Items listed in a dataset
__________________________________________________

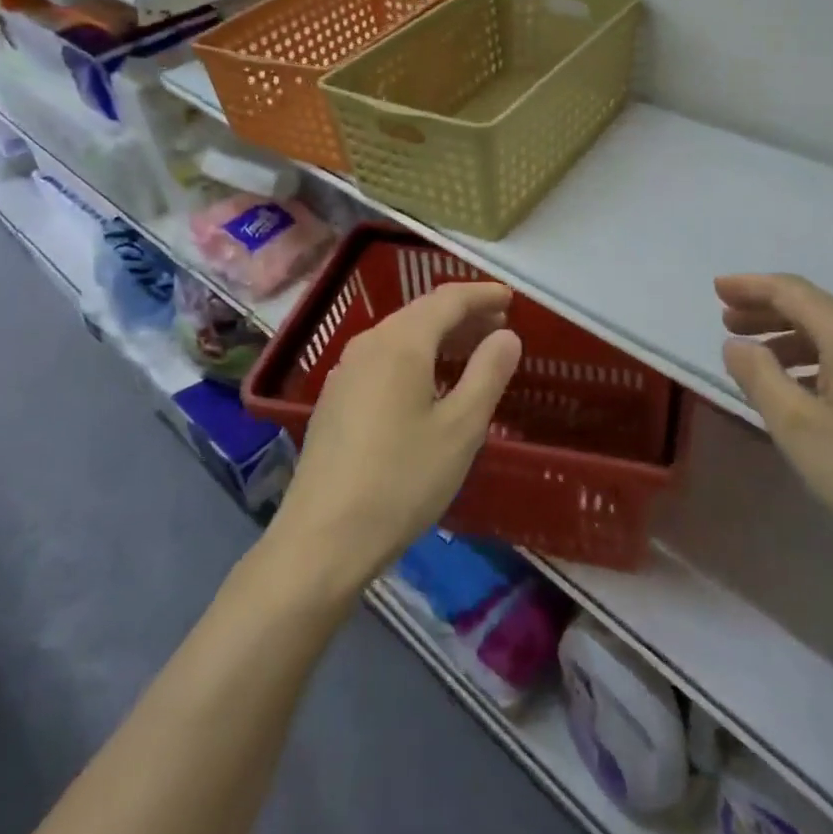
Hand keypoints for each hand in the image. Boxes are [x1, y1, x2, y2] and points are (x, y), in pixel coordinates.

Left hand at [271, 283, 521, 596]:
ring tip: (471, 350)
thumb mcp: (461, 429)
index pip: (447, 299)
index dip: (481, 294)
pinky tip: (429, 383)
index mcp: (400, 343)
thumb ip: (488, 373)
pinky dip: (415, 356)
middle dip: (462, 313)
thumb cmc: (402, 480)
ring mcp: (345, 370)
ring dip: (439, 335)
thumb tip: (506, 334)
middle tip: (499, 323)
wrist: (322, 540)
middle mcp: (369, 344)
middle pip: (421, 313)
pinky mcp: (335, 398)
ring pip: (401, 335)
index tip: (510, 297)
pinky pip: (384, 358)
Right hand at [717, 274, 832, 561]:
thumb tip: (736, 345)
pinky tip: (798, 386)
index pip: (790, 291)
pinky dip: (813, 357)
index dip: (750, 286)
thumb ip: (758, 376)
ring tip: (755, 355)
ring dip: (787, 335)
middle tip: (726, 320)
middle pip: (811, 305)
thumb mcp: (796, 424)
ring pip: (830, 331)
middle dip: (765, 309)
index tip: (715, 289)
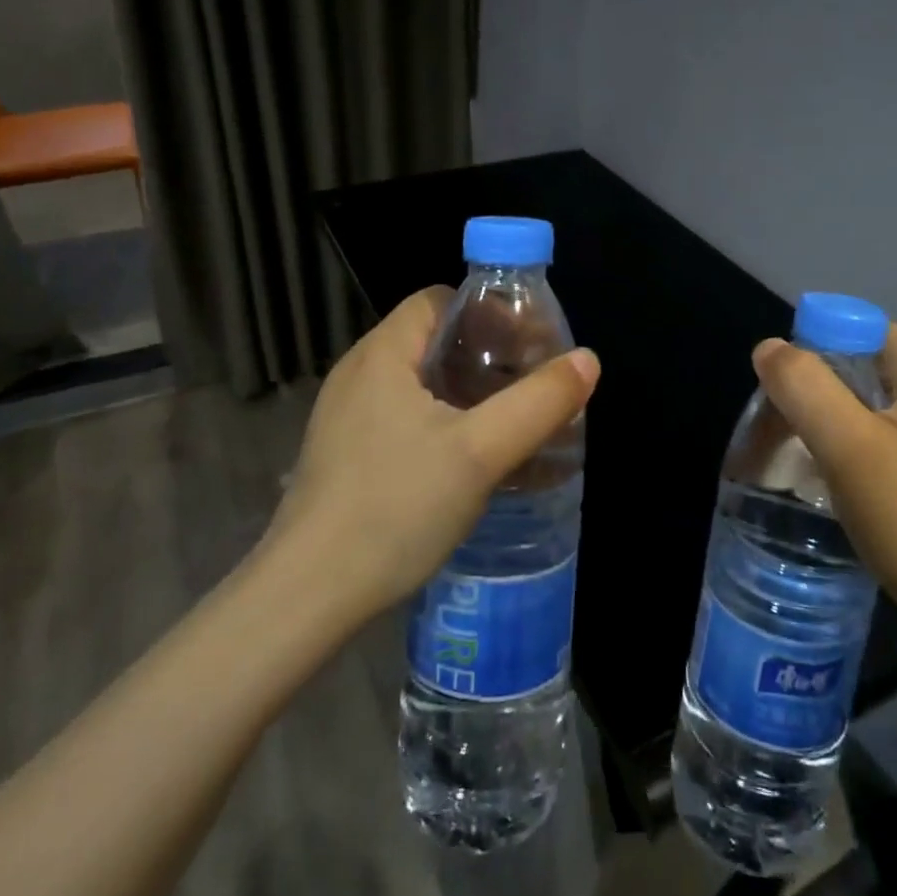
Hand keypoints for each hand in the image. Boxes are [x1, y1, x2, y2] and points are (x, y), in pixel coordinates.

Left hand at [273, 286, 599, 620]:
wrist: (308, 595)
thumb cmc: (395, 507)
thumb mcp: (480, 452)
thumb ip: (538, 402)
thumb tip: (588, 359)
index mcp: (383, 353)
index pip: (439, 300)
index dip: (489, 313)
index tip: (530, 344)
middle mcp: (359, 373)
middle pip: (432, 339)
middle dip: (486, 355)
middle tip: (530, 384)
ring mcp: (346, 416)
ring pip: (420, 383)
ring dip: (467, 392)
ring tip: (510, 420)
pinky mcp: (346, 454)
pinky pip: (403, 417)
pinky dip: (443, 422)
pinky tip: (470, 460)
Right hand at [752, 324, 896, 679]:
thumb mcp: (849, 450)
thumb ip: (802, 386)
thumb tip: (770, 347)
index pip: (853, 330)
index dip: (809, 358)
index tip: (786, 409)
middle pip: (864, 366)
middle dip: (818, 397)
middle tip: (788, 446)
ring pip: (880, 405)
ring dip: (840, 427)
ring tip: (817, 472)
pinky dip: (869, 451)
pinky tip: (858, 491)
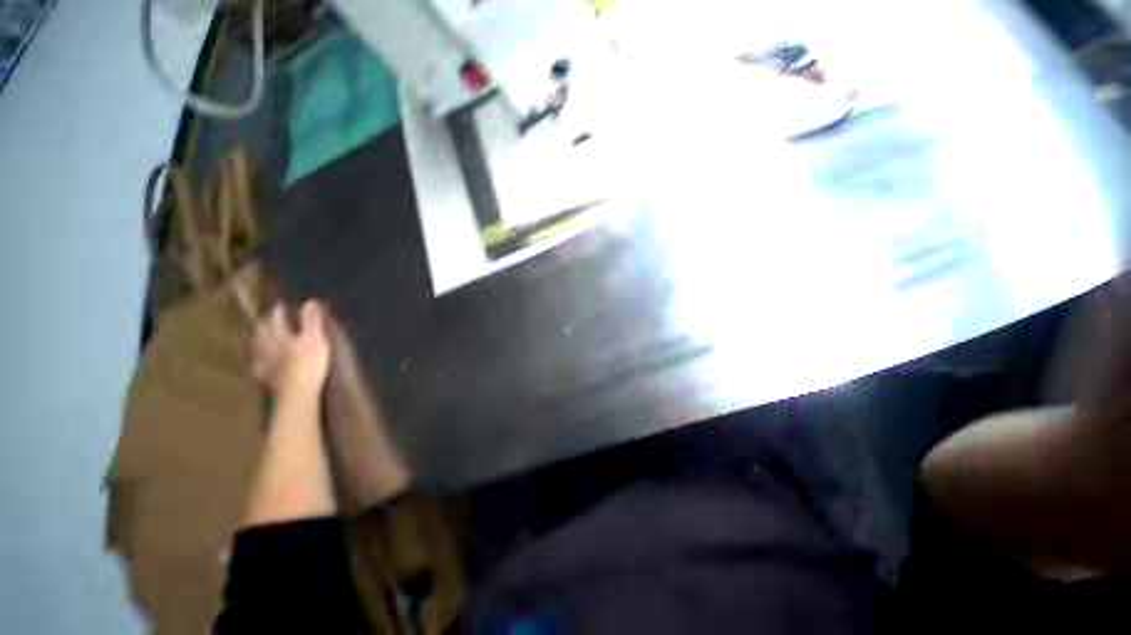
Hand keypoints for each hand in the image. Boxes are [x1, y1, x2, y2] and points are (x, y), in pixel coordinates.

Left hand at [251, 300, 330, 399]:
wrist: (296, 394)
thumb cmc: (308, 364)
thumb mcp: (315, 339)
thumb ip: (312, 321)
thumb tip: (310, 301)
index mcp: (278, 335)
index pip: (275, 317)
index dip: (279, 310)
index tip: (282, 304)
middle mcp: (265, 346)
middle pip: (261, 331)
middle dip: (265, 323)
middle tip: (268, 318)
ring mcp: (263, 363)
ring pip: (256, 346)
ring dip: (258, 339)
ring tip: (261, 336)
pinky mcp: (264, 378)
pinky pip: (258, 364)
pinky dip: (259, 360)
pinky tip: (261, 363)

__________________________________________________

**Your assignment**
Exact copies of the entries above are needed, without their pictures.

**Task output**
Hand keypoints for each hand in the image. Boxes are [x1, y1, x2, y2] and points are (x, y), in pixel coordinates.

Left hand at [271, 283, 521, 596]:
ring tip: (471, 350)
thumb mcp: (461, 429)
index pip: (447, 299)
index dip: (481, 294)
pinky tip: (429, 383)
index mcp: (400, 343)
thumb ip: (488, 373)
pinky dip: (415, 356)
middle dip: (462, 313)
thumb cmc: (402, 480)
ring mcp: (345, 370)
ring dip: (439, 335)
thumb tip: (506, 334)
middle tip: (499, 323)
wrist: (322, 540)
middle mcp: (369, 344)
middle pip: (421, 313)
pinky mcp: (335, 398)
ring pip: (401, 335)
index tip: (510, 297)
pinky pip: (384, 358)
Right hand at [717, 274, 832, 561]:
thumb tip: (736, 345)
pinky tip: (798, 386)
index pip: (790, 291)
pinky dip: (813, 357)
index dip: (750, 286)
thumb ip: (758, 376)
ring tip: (755, 355)
ring dip: (787, 335)
middle tip: (726, 320)
middle pip: (811, 305)
thumb mcp: (796, 424)
ring pip: (830, 331)
middle dip: (765, 309)
index tip: (715, 289)
Hand keypoints for each hand in the image. Boxes are [x1, y1, x2, y2] and points are (x, y), in pixel coordinates.

Left hand at [273, 286, 599, 620]:
wrist: (308, 595)
thumb cmc: (395, 507)
thumb mcp: (480, 452)
thumb ip: (538, 402)
thumb tip: (588, 359)
index mcp: (383, 353)
index pip: (439, 300)
index dip: (489, 313)
index tip: (530, 344)
middle mcp: (359, 373)
middle pip: (432, 339)
middle dip: (486, 355)
middle tip: (530, 384)
ring mcp: (346, 416)
ring pip: (420, 383)
ring dip: (467, 392)
ring tip: (510, 420)
pinky mcp: (346, 454)
pinky pip: (403, 417)
pinky dip: (443, 422)
pinky tip: (470, 460)
Right hand at [752, 324, 896, 679]:
thumb mcp: (849, 450)
thumb ip: (802, 386)
thumb tip: (770, 347)
index pip: (853, 330)
index dip: (809, 358)
index tip: (786, 409)
middle pip: (864, 366)
middle dip: (818, 397)
middle tip: (788, 446)
ring pip: (880, 405)
ring dip: (840, 427)
ring tip: (817, 472)
pinky dip: (869, 451)
pinky tip: (858, 491)
Hand keypoints for each hand in the image. Boxes are [x1, y1, x2, y2] and points are (x, y), in pixel coordinates.

Left hand at [251, 300, 330, 399]:
wrist: (296, 394)
thumb cmc: (308, 364)
thumb mcp: (315, 339)
thumb ip: (312, 321)
thumb tip: (310, 301)
index mcp: (278, 335)
index pip: (275, 317)
index dip: (279, 310)
index tip: (282, 304)
middle mcp: (265, 346)
middle pip: (261, 331)
middle dip: (265, 323)
middle tip: (268, 318)
ring mcp: (263, 363)
ring pip: (256, 346)
ring dip: (258, 339)
ring tip: (261, 336)
pinky mcp: (264, 378)
pinky pip: (258, 364)
pinky dip: (259, 360)
pinky tip: (261, 363)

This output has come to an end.